WORK TO COMPLETE: Word for word, give the entries back.

EXERCISE INPUT:
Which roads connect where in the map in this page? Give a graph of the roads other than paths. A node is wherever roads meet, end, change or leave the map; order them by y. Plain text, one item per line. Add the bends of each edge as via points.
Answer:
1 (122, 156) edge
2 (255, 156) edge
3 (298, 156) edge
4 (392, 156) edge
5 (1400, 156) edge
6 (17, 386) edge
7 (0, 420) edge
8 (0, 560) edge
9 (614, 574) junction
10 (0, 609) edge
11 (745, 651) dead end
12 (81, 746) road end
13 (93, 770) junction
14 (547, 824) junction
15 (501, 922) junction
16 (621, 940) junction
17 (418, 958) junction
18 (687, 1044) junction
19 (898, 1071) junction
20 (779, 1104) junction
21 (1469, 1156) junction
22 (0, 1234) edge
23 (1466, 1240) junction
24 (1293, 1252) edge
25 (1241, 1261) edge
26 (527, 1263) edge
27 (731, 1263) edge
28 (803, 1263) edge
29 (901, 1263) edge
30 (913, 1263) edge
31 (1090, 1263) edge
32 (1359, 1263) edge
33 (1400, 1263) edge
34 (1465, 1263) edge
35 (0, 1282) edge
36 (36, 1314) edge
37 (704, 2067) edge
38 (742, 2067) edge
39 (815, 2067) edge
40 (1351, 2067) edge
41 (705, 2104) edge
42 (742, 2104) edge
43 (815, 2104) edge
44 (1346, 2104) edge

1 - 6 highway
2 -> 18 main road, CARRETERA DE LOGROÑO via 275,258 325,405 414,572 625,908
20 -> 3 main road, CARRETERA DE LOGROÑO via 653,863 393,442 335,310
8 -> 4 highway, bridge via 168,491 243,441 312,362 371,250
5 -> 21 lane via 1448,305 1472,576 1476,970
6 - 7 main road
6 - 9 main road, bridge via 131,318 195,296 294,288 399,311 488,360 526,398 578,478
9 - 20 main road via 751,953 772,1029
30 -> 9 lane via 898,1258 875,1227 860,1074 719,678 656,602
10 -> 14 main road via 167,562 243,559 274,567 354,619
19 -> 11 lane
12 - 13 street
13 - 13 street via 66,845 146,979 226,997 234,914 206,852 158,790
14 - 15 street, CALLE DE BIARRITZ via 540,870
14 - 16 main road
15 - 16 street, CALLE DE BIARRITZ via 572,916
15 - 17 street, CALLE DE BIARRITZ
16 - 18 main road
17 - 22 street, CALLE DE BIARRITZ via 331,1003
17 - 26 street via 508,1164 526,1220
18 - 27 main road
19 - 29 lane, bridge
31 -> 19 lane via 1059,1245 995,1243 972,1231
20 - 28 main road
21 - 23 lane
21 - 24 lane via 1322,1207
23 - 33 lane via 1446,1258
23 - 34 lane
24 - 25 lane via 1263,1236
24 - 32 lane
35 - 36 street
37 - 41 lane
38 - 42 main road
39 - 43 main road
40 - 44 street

OUTPUT OF THE TASK:
Which roads connect where in the map in this page? Give a graph of the roads other than paths. A node is wherever roads meet, end, change or leave the map; order them by y. Plain text, one item per line. Add the bends of each edge as via points.
Answer:
1 (122, 156) edge
2 (255, 156) edge
3 (298, 156) edge
4 (392, 156) edge
5 (1400, 156) edge
6 (17, 386) edge
7 (0, 420) edge
8 (0, 560) edge
9 (614, 574) junction
10 (0, 609) edge
11 (745, 651) dead end
12 (81, 746) road end
13 (93, 770) junction
14 (547, 824) junction
15 (501, 922) junction
16 (621, 940) junction
17 (418, 958) junction
18 (687, 1044) junction
19 (898, 1071) junction
20 (779, 1104) junction
21 (1469, 1156) junction
22 (0, 1234) edge
23 (1466, 1240) junction
24 (1293, 1252) edge
25 (1241, 1261) edge
26 (527, 1263) edge
27 (731, 1263) edge
28 (803, 1263) edge
29 (901, 1263) edge
30 (913, 1263) edge
31 (1090, 1263) edge
32 (1359, 1263) edge
33 (1400, 1263) edge
34 (1465, 1263) edge
35 (0, 1282) edge
36 (36, 1314) edge
37 (704, 2067) edge
38 (742, 2067) edge
39 (815, 2067) edge
40 (1351, 2067) edge
41 (705, 2104) edge
42 (742, 2104) edge
43 (815, 2104) edge
44 (1346, 2104) edge

1 - 6 highway
2 -> 18 main road, CARRETERA DE LOGROÑO via 275,258 325,405 414,572 625,908
20 -> 3 main road, CARRETERA DE LOGROÑO via 653,863 393,442 335,310
8 -> 4 highway, bridge via 168,491 243,441 312,362 371,250
5 -> 21 lane via 1448,305 1472,576 1476,970
6 - 7 main road
6 - 9 main road, bridge via 131,318 195,296 294,288 399,311 488,360 526,398 578,478
9 - 20 main road via 751,953 772,1029
30 -> 9 lane via 898,1258 875,1227 860,1074 719,678 656,602
10 -> 14 main road via 167,562 243,559 274,567 354,619
19 -> 11 lane
12 - 13 street
13 - 13 street via 66,845 146,979 226,997 234,914 206,852 158,790
14 - 15 street, CALLE DE BIARRITZ via 540,870
14 - 16 main road
15 - 16 street, CALLE DE BIARRITZ via 572,916
15 - 17 street, CALLE DE BIARRITZ
16 - 18 main road
17 - 22 street, CALLE DE BIARRITZ via 331,1003
17 - 26 street via 508,1164 526,1220
18 - 27 main road
19 - 29 lane, bridge
31 -> 19 lane via 1059,1245 995,1243 972,1231
20 - 28 main road
21 - 23 lane
21 - 24 lane via 1322,1207
23 - 33 lane via 1446,1258
23 - 34 lane
24 - 25 lane via 1263,1236
24 - 32 lane
35 - 36 street
37 - 41 lane
38 - 42 main road
39 - 43 main road
40 - 44 street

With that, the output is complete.